··· ENTRIES SUPPLIED

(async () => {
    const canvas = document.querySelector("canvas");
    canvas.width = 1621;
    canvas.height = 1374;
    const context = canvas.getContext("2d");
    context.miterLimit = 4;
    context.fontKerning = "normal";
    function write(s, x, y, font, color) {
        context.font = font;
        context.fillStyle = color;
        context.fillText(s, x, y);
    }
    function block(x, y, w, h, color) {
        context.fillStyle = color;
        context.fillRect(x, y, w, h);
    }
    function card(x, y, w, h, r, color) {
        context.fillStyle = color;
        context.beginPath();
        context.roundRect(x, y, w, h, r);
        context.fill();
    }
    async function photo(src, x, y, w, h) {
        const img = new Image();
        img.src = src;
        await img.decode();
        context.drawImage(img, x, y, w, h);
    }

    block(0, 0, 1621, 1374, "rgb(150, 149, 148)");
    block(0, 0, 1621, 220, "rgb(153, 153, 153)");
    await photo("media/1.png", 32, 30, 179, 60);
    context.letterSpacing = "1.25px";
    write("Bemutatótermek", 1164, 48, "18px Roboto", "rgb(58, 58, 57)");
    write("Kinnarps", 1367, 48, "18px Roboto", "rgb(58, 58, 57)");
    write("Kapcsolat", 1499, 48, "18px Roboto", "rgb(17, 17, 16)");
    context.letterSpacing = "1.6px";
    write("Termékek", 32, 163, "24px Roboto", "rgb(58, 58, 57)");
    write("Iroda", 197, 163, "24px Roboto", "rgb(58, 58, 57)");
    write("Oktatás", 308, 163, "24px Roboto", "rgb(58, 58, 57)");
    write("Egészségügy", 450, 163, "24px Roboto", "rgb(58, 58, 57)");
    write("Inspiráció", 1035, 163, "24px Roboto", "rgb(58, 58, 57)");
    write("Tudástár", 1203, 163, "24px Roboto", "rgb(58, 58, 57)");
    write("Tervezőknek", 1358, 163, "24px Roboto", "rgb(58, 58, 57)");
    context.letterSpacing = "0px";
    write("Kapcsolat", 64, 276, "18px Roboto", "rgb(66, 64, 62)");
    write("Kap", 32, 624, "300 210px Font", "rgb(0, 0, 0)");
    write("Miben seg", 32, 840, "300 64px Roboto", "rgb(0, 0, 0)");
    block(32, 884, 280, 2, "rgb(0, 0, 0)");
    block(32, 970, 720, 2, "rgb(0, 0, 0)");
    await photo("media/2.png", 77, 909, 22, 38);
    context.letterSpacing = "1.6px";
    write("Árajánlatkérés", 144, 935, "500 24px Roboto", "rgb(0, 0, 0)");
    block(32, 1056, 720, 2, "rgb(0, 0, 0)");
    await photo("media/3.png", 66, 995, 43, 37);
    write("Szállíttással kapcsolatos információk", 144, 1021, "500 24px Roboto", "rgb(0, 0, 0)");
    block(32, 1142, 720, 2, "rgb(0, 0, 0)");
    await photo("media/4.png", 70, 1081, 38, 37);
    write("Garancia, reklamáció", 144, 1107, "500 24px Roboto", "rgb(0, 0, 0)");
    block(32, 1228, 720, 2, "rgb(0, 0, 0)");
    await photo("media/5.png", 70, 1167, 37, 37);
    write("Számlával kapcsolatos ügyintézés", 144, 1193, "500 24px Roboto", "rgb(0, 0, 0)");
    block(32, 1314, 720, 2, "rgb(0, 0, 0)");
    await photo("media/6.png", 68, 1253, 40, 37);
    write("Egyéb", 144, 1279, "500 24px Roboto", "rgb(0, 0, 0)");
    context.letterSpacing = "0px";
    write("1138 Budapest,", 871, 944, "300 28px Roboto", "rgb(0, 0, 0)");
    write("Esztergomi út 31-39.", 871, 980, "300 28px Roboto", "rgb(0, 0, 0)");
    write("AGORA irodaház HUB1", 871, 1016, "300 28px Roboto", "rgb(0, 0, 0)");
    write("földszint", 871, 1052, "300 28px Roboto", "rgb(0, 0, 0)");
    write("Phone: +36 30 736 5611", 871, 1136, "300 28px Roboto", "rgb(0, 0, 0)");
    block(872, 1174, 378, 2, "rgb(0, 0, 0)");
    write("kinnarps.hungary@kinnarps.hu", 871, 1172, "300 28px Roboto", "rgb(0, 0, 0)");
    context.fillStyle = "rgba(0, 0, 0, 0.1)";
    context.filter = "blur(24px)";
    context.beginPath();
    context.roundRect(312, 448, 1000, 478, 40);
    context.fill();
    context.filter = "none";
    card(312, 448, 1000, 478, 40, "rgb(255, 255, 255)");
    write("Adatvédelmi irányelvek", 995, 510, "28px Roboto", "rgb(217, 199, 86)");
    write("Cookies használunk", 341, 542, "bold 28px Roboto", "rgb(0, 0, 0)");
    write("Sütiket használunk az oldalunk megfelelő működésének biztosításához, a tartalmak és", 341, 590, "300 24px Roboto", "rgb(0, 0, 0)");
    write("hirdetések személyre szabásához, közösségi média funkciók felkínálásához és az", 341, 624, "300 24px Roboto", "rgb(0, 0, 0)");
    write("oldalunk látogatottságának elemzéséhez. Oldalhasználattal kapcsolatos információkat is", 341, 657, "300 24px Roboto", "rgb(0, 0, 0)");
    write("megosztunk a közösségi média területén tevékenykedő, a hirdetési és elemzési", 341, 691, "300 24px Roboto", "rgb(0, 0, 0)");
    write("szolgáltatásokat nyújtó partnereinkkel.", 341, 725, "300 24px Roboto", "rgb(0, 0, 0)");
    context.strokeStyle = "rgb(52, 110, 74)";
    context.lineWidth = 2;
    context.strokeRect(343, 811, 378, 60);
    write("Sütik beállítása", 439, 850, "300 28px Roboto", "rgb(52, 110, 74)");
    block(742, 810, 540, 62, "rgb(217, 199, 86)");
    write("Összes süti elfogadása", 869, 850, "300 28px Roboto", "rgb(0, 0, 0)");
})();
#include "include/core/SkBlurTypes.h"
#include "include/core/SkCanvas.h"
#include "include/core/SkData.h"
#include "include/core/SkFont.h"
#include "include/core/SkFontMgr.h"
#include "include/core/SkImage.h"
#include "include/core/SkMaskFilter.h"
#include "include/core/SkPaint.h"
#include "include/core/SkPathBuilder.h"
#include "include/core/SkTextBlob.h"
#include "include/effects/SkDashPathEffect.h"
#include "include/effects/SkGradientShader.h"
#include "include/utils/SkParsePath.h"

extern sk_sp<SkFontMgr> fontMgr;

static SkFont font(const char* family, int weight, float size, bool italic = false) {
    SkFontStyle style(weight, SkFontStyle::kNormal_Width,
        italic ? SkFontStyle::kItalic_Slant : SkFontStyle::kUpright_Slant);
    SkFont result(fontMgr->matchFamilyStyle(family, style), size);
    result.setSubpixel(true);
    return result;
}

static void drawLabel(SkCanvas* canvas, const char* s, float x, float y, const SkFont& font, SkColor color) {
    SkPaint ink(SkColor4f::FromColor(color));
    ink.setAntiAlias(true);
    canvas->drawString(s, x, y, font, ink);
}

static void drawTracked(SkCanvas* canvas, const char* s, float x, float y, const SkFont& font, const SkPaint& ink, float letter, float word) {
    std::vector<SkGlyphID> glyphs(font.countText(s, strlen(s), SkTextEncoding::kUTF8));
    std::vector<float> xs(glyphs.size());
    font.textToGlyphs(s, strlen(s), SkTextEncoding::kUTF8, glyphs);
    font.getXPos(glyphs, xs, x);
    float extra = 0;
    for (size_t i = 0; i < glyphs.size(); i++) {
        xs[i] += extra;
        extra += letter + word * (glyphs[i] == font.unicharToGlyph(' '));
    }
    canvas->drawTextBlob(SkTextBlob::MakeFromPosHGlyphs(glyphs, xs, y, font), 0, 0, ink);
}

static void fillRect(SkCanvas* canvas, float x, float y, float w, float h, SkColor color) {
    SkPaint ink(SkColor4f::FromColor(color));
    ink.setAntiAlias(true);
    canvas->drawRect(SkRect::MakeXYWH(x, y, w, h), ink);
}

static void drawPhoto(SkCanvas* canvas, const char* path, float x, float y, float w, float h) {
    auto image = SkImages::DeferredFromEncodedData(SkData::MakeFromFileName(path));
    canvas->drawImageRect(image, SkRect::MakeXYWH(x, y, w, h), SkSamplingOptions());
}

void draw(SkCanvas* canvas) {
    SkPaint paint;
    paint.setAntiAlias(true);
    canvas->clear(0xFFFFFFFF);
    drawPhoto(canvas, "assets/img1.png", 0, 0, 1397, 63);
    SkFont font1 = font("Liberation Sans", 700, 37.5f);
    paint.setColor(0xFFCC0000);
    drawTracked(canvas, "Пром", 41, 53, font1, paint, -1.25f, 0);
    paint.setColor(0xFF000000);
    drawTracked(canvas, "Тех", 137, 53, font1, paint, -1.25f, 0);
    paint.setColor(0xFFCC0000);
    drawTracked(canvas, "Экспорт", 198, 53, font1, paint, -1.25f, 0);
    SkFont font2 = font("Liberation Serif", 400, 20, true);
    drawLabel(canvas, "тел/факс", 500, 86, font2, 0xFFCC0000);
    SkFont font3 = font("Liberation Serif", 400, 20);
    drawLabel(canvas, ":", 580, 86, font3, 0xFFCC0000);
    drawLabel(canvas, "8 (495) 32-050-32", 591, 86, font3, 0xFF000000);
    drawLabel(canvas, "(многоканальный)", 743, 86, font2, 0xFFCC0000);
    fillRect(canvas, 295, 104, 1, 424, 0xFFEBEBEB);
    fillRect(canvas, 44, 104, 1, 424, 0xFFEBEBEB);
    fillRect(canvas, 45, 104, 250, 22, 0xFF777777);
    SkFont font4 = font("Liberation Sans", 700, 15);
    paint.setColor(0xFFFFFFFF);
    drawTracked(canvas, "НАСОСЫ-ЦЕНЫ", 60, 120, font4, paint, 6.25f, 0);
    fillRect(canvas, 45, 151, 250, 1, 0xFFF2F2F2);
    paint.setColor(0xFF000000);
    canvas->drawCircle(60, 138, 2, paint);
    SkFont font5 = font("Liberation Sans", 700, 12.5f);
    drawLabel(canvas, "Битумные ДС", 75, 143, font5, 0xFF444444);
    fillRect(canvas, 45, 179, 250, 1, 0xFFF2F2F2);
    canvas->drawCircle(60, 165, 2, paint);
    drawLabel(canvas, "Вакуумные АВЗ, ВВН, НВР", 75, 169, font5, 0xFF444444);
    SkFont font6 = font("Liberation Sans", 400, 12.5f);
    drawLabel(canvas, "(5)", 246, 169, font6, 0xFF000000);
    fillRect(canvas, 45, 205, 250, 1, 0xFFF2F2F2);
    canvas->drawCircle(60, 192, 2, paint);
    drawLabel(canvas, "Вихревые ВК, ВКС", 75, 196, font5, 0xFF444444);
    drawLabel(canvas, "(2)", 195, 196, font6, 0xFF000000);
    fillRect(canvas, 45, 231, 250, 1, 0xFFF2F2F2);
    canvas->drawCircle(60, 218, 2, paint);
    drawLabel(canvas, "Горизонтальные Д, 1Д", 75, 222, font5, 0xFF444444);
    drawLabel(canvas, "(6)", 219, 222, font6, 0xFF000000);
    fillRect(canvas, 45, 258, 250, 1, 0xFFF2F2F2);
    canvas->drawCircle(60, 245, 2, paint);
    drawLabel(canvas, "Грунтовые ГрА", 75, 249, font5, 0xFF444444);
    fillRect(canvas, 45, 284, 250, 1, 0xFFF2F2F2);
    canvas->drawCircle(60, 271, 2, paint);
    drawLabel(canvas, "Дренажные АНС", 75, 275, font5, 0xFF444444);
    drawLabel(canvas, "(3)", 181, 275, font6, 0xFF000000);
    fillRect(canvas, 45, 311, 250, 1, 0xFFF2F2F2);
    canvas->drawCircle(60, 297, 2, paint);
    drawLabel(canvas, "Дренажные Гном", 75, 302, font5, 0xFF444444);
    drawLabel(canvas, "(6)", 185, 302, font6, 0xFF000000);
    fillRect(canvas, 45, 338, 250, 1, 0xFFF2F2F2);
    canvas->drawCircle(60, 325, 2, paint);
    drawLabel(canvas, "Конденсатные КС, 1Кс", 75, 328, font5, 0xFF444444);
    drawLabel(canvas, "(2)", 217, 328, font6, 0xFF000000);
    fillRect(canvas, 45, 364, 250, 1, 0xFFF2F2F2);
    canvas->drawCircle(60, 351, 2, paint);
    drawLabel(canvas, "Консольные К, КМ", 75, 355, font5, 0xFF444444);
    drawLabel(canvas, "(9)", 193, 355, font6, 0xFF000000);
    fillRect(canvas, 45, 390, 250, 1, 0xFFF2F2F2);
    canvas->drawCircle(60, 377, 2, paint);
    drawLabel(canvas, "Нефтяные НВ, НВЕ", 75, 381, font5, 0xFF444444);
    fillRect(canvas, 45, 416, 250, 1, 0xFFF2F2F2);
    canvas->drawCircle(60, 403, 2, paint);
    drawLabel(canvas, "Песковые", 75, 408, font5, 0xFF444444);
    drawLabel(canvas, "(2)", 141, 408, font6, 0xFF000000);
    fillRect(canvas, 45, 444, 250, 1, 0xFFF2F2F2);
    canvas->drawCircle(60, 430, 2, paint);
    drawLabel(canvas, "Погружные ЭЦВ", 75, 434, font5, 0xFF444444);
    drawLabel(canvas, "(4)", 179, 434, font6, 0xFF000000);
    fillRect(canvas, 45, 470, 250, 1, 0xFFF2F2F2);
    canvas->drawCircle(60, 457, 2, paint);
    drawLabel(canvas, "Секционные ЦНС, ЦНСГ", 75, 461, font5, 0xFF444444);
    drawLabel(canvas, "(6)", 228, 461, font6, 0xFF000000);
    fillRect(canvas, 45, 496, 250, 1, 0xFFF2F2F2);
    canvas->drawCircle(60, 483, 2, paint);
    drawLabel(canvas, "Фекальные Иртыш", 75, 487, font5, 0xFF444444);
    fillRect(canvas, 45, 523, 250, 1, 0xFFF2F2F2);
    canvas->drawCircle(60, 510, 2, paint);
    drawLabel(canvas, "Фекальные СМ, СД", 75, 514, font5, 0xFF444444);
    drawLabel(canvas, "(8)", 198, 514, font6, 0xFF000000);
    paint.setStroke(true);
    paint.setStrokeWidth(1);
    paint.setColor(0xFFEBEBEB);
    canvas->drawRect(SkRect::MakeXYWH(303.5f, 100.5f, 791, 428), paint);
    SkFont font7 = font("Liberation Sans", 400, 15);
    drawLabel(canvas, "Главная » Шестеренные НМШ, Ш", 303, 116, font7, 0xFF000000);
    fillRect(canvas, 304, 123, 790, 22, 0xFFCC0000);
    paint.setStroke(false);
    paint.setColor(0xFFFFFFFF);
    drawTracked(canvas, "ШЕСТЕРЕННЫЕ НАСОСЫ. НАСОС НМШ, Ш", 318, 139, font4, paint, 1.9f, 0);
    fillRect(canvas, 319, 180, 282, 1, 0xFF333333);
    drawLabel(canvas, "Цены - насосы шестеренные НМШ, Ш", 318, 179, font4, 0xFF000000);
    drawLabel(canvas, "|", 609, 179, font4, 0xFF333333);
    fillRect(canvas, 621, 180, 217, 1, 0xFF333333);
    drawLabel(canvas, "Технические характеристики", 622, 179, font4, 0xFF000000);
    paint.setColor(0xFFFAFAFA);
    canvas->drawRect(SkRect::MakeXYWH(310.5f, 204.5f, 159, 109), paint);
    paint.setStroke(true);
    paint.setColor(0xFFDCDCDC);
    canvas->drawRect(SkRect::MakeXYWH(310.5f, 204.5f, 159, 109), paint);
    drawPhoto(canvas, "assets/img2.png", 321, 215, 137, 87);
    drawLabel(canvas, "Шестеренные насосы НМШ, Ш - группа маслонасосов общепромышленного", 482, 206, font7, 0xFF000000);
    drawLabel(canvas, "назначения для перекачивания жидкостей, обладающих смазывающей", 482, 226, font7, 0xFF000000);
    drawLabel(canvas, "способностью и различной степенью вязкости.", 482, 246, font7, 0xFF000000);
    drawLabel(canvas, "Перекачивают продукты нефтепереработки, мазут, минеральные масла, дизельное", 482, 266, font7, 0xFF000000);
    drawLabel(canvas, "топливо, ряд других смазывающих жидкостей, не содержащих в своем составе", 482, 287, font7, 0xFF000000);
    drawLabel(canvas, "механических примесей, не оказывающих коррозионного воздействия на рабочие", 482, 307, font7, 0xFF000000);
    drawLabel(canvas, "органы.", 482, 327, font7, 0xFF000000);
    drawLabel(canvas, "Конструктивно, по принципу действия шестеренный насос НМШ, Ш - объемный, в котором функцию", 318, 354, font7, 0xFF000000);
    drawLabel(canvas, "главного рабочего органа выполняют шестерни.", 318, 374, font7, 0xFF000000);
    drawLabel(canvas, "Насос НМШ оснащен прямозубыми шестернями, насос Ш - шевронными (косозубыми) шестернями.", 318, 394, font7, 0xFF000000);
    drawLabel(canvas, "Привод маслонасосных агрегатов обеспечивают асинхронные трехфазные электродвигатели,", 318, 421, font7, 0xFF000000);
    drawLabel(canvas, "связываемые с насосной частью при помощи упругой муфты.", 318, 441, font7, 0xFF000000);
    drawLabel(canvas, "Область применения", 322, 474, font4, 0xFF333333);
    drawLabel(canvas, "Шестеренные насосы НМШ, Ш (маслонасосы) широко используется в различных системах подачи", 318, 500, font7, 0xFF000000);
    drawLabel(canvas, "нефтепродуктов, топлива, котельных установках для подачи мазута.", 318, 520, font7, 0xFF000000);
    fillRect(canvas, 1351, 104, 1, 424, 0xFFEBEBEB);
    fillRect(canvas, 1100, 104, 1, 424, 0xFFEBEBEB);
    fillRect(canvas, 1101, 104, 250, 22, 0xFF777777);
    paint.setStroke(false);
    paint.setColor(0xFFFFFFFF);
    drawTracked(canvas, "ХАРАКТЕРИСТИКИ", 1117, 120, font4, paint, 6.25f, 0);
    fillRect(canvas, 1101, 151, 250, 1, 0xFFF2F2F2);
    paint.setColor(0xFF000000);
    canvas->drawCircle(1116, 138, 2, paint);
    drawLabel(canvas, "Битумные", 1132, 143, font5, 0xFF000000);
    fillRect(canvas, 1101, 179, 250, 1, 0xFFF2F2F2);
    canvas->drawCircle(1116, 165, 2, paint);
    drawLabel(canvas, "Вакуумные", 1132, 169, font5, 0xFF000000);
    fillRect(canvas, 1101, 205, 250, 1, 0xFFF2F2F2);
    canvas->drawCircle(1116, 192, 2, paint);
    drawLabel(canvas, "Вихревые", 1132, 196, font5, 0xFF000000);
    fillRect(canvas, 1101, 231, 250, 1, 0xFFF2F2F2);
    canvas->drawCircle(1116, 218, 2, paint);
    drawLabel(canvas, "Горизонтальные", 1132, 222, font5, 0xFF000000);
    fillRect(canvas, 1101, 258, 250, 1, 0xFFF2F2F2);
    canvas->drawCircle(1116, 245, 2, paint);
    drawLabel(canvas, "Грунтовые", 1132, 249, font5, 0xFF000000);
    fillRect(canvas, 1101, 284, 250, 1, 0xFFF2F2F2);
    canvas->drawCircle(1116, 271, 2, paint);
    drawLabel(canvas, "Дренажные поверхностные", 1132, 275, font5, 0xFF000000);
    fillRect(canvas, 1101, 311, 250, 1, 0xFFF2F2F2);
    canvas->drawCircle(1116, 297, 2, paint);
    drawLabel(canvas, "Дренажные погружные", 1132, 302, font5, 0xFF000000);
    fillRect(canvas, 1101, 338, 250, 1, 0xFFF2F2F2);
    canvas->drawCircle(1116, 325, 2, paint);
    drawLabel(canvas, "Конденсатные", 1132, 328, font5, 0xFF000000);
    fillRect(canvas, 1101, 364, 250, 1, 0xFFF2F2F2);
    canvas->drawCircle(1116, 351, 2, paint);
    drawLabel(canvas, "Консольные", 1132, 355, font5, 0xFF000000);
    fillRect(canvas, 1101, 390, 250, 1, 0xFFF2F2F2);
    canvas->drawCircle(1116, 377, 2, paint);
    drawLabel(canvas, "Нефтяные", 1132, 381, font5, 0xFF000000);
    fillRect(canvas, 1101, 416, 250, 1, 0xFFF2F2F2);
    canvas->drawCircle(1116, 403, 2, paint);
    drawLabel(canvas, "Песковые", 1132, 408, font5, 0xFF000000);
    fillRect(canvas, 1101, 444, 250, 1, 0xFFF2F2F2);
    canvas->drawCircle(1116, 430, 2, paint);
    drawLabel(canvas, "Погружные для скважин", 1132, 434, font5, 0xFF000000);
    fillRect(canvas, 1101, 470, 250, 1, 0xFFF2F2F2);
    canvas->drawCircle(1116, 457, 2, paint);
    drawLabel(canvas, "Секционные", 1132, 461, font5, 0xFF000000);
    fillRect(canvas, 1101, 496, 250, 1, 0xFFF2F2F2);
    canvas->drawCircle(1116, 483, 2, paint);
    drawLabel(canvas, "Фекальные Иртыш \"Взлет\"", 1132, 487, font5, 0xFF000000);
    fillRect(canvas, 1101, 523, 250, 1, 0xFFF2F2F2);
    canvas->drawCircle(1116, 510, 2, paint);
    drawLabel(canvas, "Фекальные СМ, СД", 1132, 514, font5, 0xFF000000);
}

······

WHAT THIS TASK INVOLVES:
Only one stretch of the data above is needed. Restate it word for word, from the line containing "glyphs(font.countText(s, strlen(s), SkTextEncoding::kUTF8));" through the line containing "paint.setAntiAlias(true);", both ends included.

RESPONSE TO THIS EXERCISE:
    std::vector<SkGlyphID> glyphs(font.countText(s, strlen(s), SkTextEncoding::kUTF8));
    std::vector<float> xs(glyphs.size());
    font.textToGlyphs(s, strlen(s), SkTextEncoding::kUTF8, glyphs);
    font.getXPos(glyphs, xs, x);
    float extra = 0;
    for (size_t i = 0; i < glyphs.size(); i++) {
        xs[i] += extra;
        extra += letter + word * (glyphs[i] == font.unicharToGlyph(' '));
    }
    canvas->drawTextBlob(SkTextBlob::MakeFromPosHGlyphs(glyphs, xs, y, font), 0, 0, ink);
}

static void fillRect(SkCanvas* canvas, float x, float y, float w, float h, SkColor color) {
    SkPaint ink(SkColor4f::FromColor(color));
    ink.setAntiAlias(true);
    canvas->drawRect(SkRect::MakeXYWH(x, y, w, h), ink);
}

static void drawPhoto(SkCanvas* canvas, const char* path, float x, float y, float w, float h) {
    auto image = SkImages::DeferredFromEncodedData(SkData::MakeFromFileName(path));
    canvas->drawImageRect(image, SkRect::MakeXYWH(x, y, w, h), SkSamplingOptions());
}

void draw(SkCanvas* canvas) {
    SkPaint paint;
    paint.setAntiAlias(true);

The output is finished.